In the previous week, I have been working on some sort of scrapper with text analysis functionality to collect data about financial reports, market analysis and business news, and generate useful summary using it…
so I started researching the best approach to extract the required data and identify the most useful information for target sources so I can index, analyze and extract required results from it.
So, I explored many resources regarding structured data and metadata formats like microdata, RDFa and Schema.org vocabulary, so I can write scripts to do this job using PHP and Goutte Scrapper.
Meta Data between past and present
In the previous decade, website main meta data were implemented using classic <meta> tag inside <head> tag of the web page, so a classic page meta data was something like this:
<head> <meta name="description" content="Statment about your page"> <meta name="keywords" content="keyword1,keyword2,keyword3"> <!-- other metadata values --> </head>
however, those old meta data structure is very limited – it shows only few information like: title, description and keywords – and it can be easily misused by sites. Today those old meta tags have little effect on search engine behavior.
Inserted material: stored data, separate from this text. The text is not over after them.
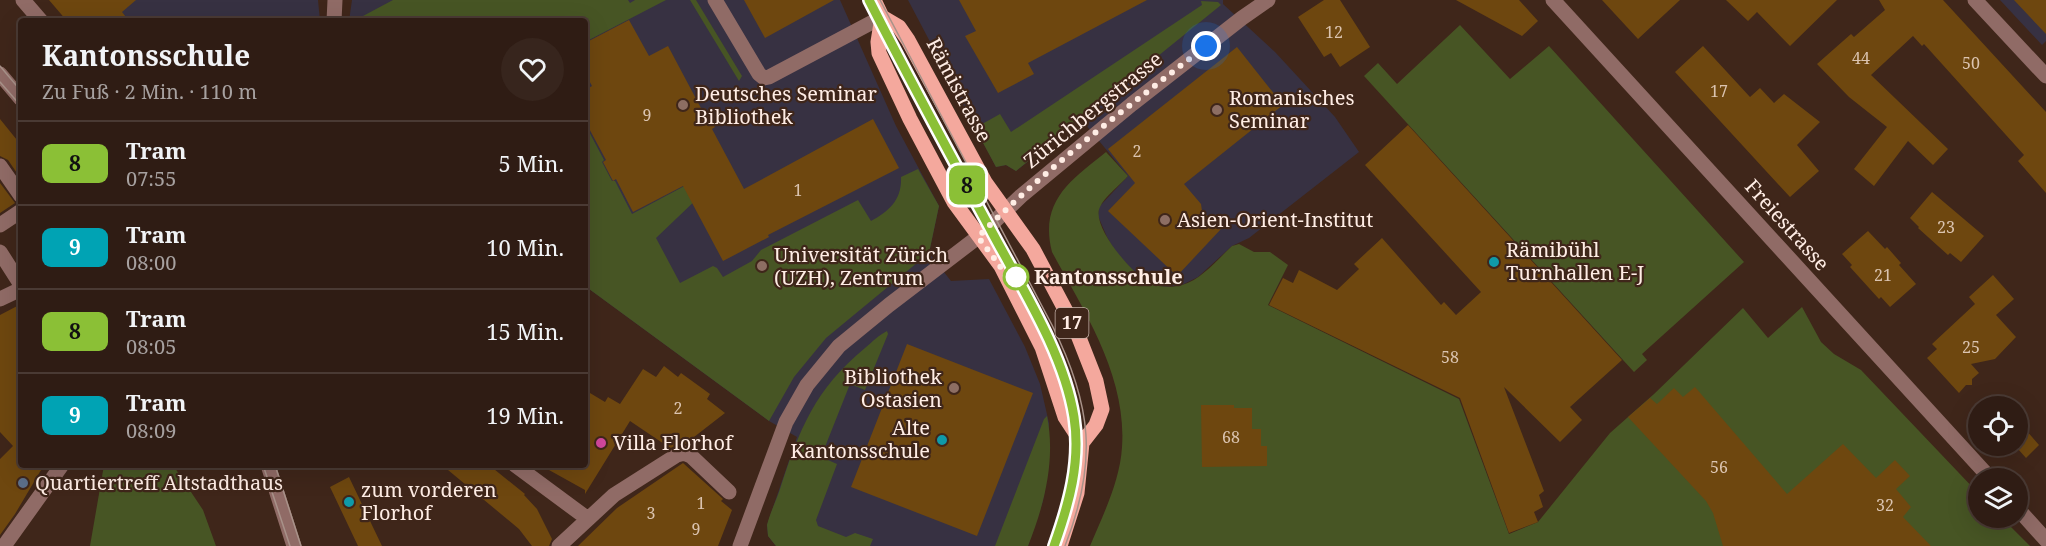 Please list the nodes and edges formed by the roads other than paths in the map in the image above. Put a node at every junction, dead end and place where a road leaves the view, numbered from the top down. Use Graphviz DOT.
graph roads {
  1 [pos="23,0"];
  2 [pos="335,0"];
  3 [pos="715,0"];
  4 [pos="874,0"];
  5 [pos="1553,0"];
  6 [pos="1975,0"];
  7 [pos="1261,2"];
  8 [pos="882,17"];
  9 [pos="38,18"];
  10 [pos="334,18"];
  11 [pos="0,74"];
  12 [pos="2046,76"];
  13 [pos="18,95"];
  14 [pos="0,166"];
  15 [pos="18,192"];
  16 [pos="1004,211"];
  17 [pos="18,213"];
  18 [pos="0,225"];
  19 [pos="978,237"];
  20 [pos="0,252"];
  21 [pos="18,282"];
  22 [pos="18,289"];
  23 [pos="0,299"];
  24 [pos="1082,443"];
  25 [pos="60,468"];
  26 [pos="269,468"];
  27 [pos="519,468"];
  28 [pos="1981,468"];
  29 [pos="729,492"];
  30 [pos="588,519"];
  31 [pos="2028,520"];
  32 [pos="2046,540"];
  33 [pos="3,546"];
  34 [pos="294,546"];
  35 [pos="559,546"];
  36 [pos="740,546"];
  37 [pos="1060,546"];
  1 -- 9 [label="street"];
  2 -- 10 [label="street"];
  3 -- 8 [label="street"];
  4 -- 8 [label="main road, Rämistrasse / 17"];
  5 -- 28 [label="street, Freiestrasse"];
  6 -- 12 [label="street"];
  7 -- 16 [label="street, Zürichbergstrasse"];
  8 -- 16 [label="main road, Rämistrasse / 17"];
  8 -- 19 [label="main road, 17"];
  11 -- 13 [label="street"];
  14 -- 15 [label="street"];
  16 -- 19 [label="street, Zürichbergstrasse"];
  16 -- 24 [label="main road, Rämistrasse / 17"];
  17 -- 18 [label="street"];
  19 -- 24 [label="main road, 17"];
  19 -- 36 [label="street, Zürichbergstrasse"];
  20 -- 21 [label="street"];
  22 -- 23 [label="street"];
  24 -- 37 [label="main road, Rämistrasse / 17"];
  25 -- 33 [label="street"];
  26 -- 34 [label="street"];
  27 -- 30 [label="street"];
  29 -- 30 [label="street"];
  30 -- 35 [label="street"];
  31 -- 32 [label="street"];
}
Instead newer technologies emerged in order to make webpages more structured and turn it into rich entity so the data can be extracted and used more efficiently out of it.
In 2011, schema.org initiative was launched by the main search engine companies – Google, Ping, Yahoo and followed by Yandex – to create and maintain vocabularies and promote schema for the structured data/matadata that can be included in the web pages, and parsed by Search Engine spiders and other applications.
Schema.org provided wide range of schema vocabularies that are used to display rich details about webpages in the search engine results, like: product ratings, price, offers or movie title, director, genre, actors..etc.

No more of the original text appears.